# Why is my rat peeing on me?



## Wench

Hiya!

This is my first post here at the forums and I have a question.

I recently acquired my very first rat in December. Her name is Angelina Doris and she is about eight months old. She is very sweet, a little jumpy but very adventurous. She doesn't spend much time in her cage as I prefer her to be outside with me (she is rummaging through my closet right now), but I've recently come up on a problem with her.

She will not poop outside of her cage, but she pees pretty much constantly wherever she is. She's always dribbling on something. A friend of mine said it's normal and that I should just get used to it, and I have.

My question though, is why is she peeing on me? She will crawl on top of my hand and pause there just to pee all over me. I've heard of male rats doing this but never females.

Anyone had this problem or have any suggestions?


----------



## DonnaK

Hello err Wench :lol: (Feel a little awkward calling you a wench!). Welcome to the forums! 

Is she peeing regularly, or just every so often? Is it a lot of pee, or just little bits? If it's a reasonable amount and not too often, then I would say she just has to go. Babies can hold it for about 20 mins to half an hour before they have to go - adults up to about an hour. If it's a little amount and regularly, she is either marking territory, or marking so she can find her way around.

As for the pooping out of the cage, you could try getting a litter pan and putting either litter or bedding in it, so you could take it with you wherever she is. It might be a bit more convenient than having to run her back to her cage every so often.

Before anyone else jumps on your back, I will tell you nicely what some might tell you not so nicely... rats are very sociable animals and do much better with other rats of the same sex for company. It is brilliant that you keep her out and spend so much time with her, but you might want to consider getting her a little friend so she has someone to groom and play with through the long night's while you are sleeping. Looking after 2 rats really isn't any more work than looking after one.

It would be great to see some pictures of your little girl, if you have any.


----------



## Wench

Thanks for the quick response! I'll definitely try the litter pan.

As for the pee, it's usually a considerable amount on my hand. She's usually on my desk (she's behind my monitor tearing apart bits of tissue paper right now), and she will climb up on top of my hand while I'm holding the computer mouse, and promptly pee all over my hand.

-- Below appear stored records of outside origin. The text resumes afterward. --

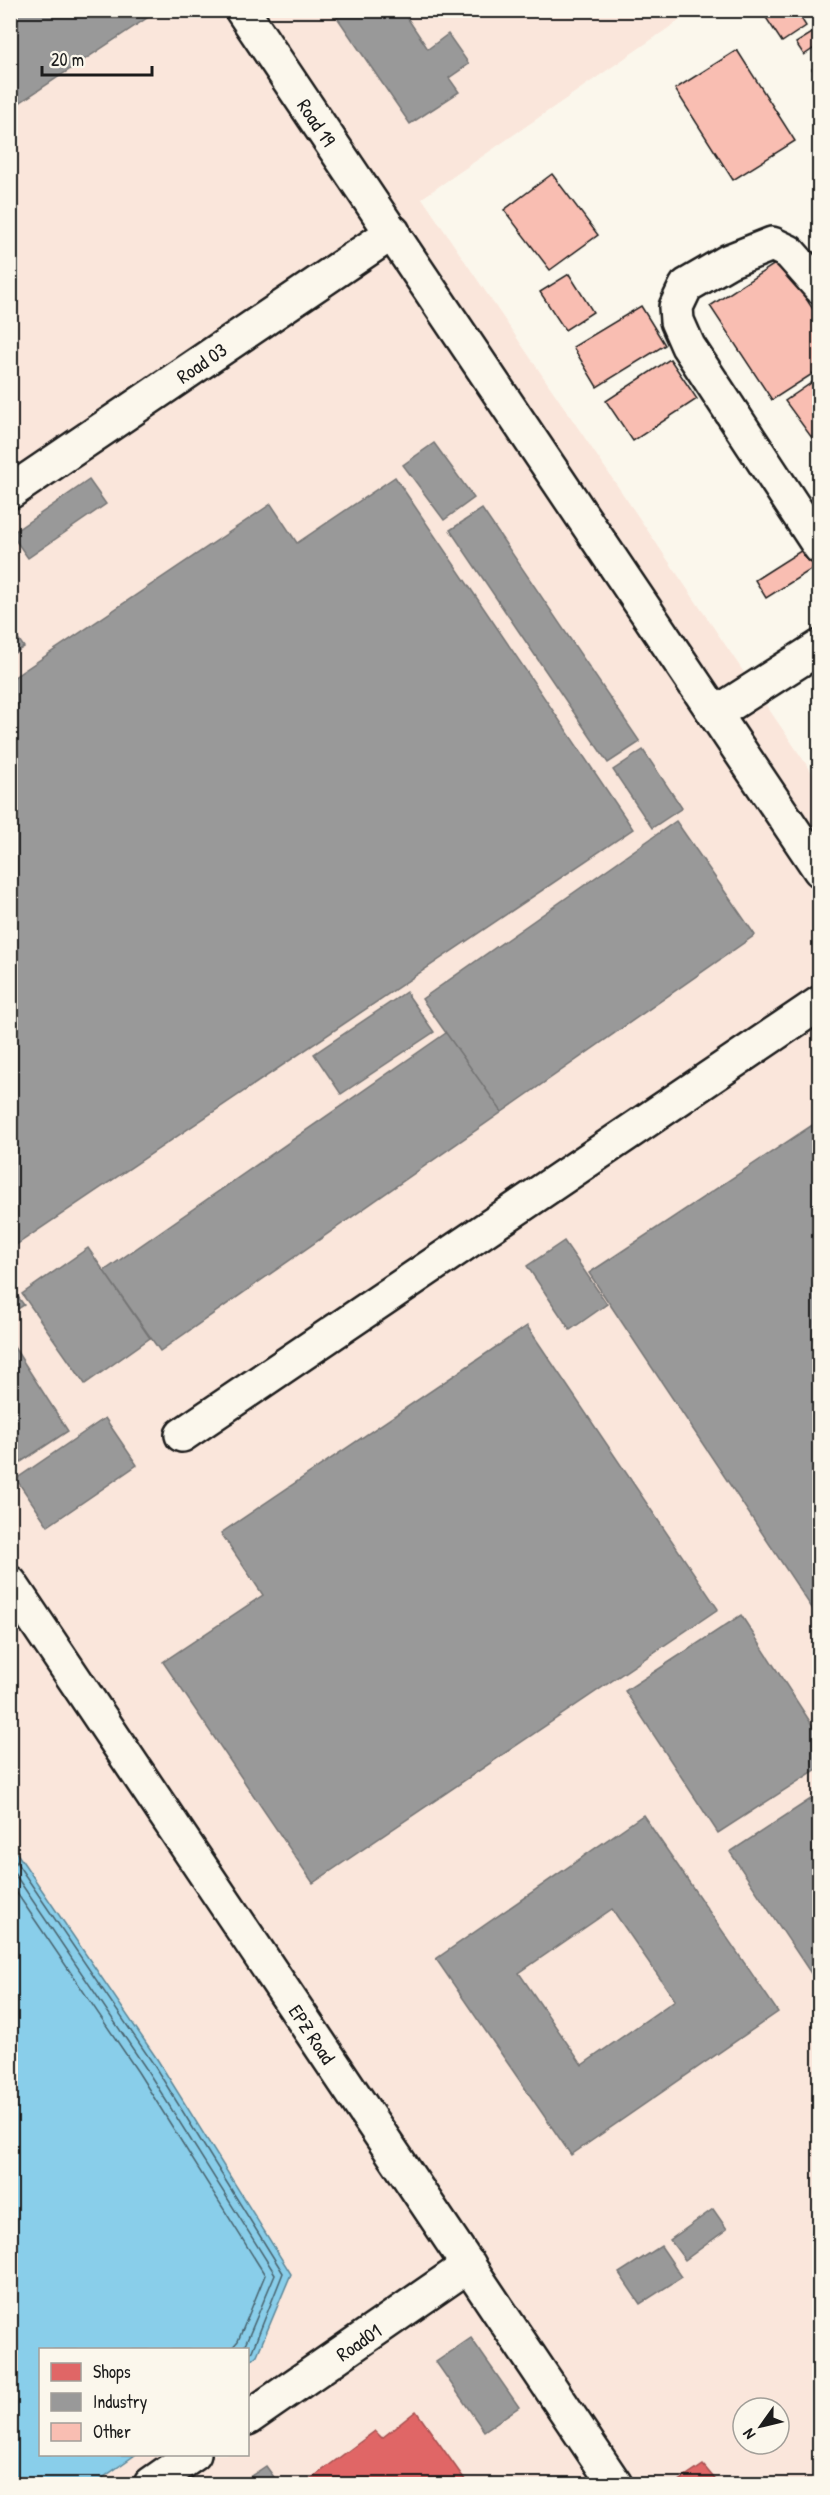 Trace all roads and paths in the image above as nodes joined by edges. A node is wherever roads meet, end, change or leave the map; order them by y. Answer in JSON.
{"nodes":[{"id":1,"x":242,"y":10,"type":"edge"},
{"id":2,"x":393,"y":232,"type":"junction"},
{"id":3,"x":819,"y":287,"type":"edge"},
{"id":4,"x":10,"y":492,"type":"edge"},
{"id":5,"x":819,"y":547,"type":"edge"},
{"id":6,"x":819,"y":647,"type":"edge"},
{"id":7,"x":716,"y":714,"type":"junction"},
{"id":8,"x":819,"y":870,"type":"edge"},
{"id":9,"x":819,"y":1003,"type":"edge"},
{"id":10,"x":182,"y":1435,"type":"dead end"},
{"id":11,"x":10,"y":1583,"type":"edge"},
{"id":12,"x":469,"y":2265,"type":"junction"},
{"id":13,"x":249,"y":2417,"type":"edge"},
{"id":14,"x":191,"y":2456,"type":"edge"},
{"id":15,"x":151,"y":2484,"type":"edge"},
{"id":16,"x":615,"y":2484,"type":"edge"}],
"edges":[{"from":1,"to":2,"type":"street","name":"Road 19"},
{"from":2,"to":4,"type":"street","name":"Road 03"},
{"from":2,"to":7,"type":"street","name":"Road 19"},
{"from":3,"to":5,"type":"street"},
{"from":6,"to":7,"type":"street"},
{"from":7,"to":8,"type":"street","name":"Road 19"},
{"from":9,"to":10,"type":"street"},
{"from":11,"to":12,"type":"street","name":"EPZ Road"},
{"from":12,"to":13,"type":"street","name":"Road01"},
{"from":12,"to":16,"type":"street","name":"EPZ Road"},
{"from":14,"to":15,"type":"street"}]} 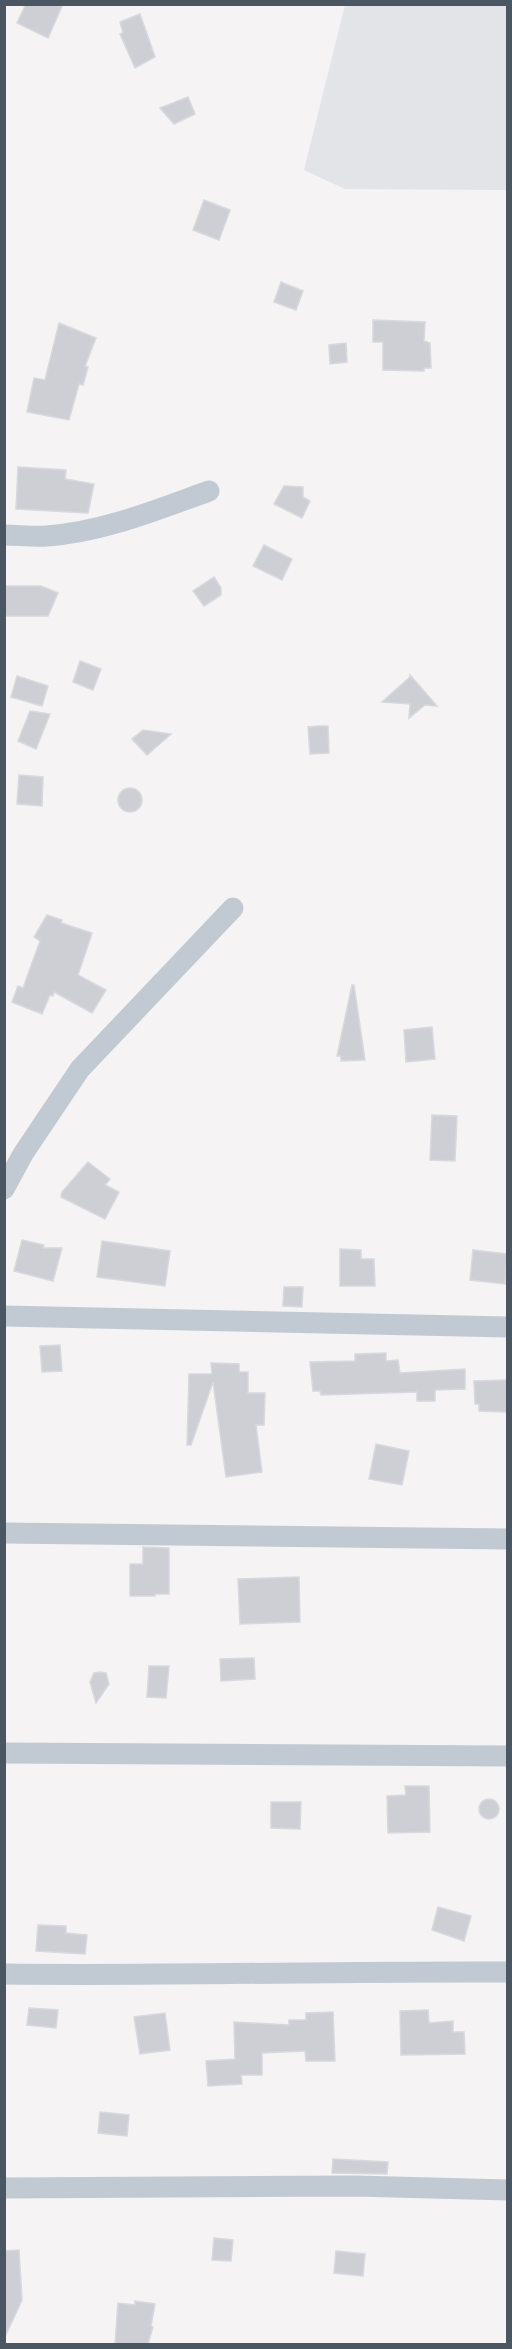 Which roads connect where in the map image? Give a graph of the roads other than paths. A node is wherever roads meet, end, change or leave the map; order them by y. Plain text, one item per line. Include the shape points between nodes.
1 (209, 491) dead end
2 (4, 535) edge
3 (233, 908) dead end
4 (4, 1189) edge
5 (4, 1316) edge
6 (507, 1327) edge
7 (4, 1533) edge
8 (507, 1539) edge
9 (4, 1753) edge
10 (507, 1756) edge
11 (507, 1972) edge
12 (4, 1974) edge
13 (4, 2188) edge
14 (507, 2190) edge

1 - 2 street via 88,531 45,537
3 - 4 street via 80,1069
5 - 6 street
7 - 8 street
9 - 10 street
11 - 12 street
13 - 14 street via 355,2186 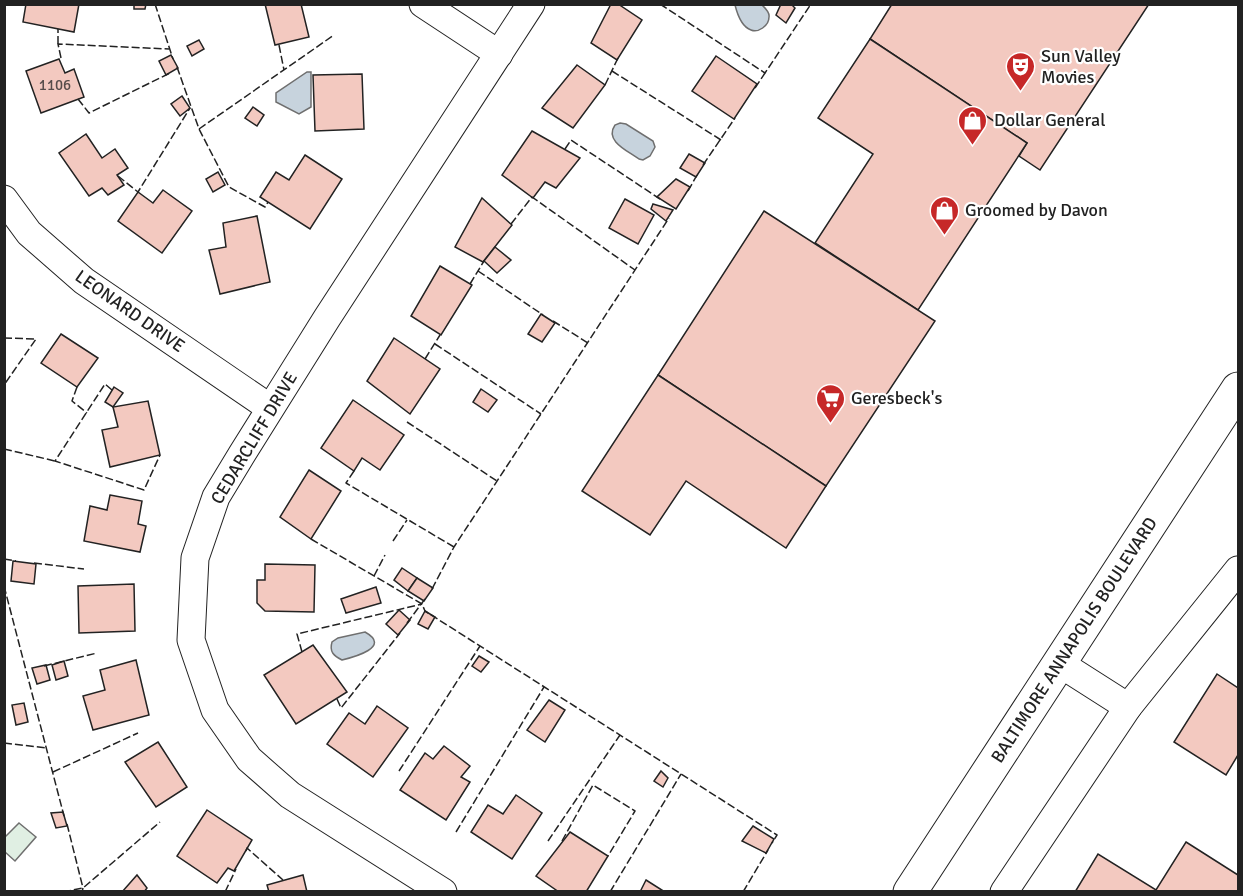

Yes, I am aware she should have a friend. I am going to the pet shop this evening to pick her up a little buddy. I've just been cautious and been taking my time in picking out a friend for her. She was given to me by a friend who had a severe allergic reaction to her and who didn't realise rats need to be kept in groups of two or more.

I'll post pictures of Angelina Doris later tonight, and hopefully some shots of her new friend.


----------



## DonnaK

Angelina Doris, how adorable! 

If you are going to try the litter box, maybe keep it really close by to start with and when she tries to climb on your hand that way, pick her up quick and put her in the litter box. Of course, lots of praise and treats if she does her pee pee in the box, and she should catch on very quickly


----------



## Night

Sounds like she's marking you  It's a ratties' way of saying, "Omgz I love you so much, and you're mine forever!" While boys seem to leave dots of pee here and there, I've noticed that girls can just plain pee on everything


----------



## Wench

Aww, well I love her too. I might not pee on her though!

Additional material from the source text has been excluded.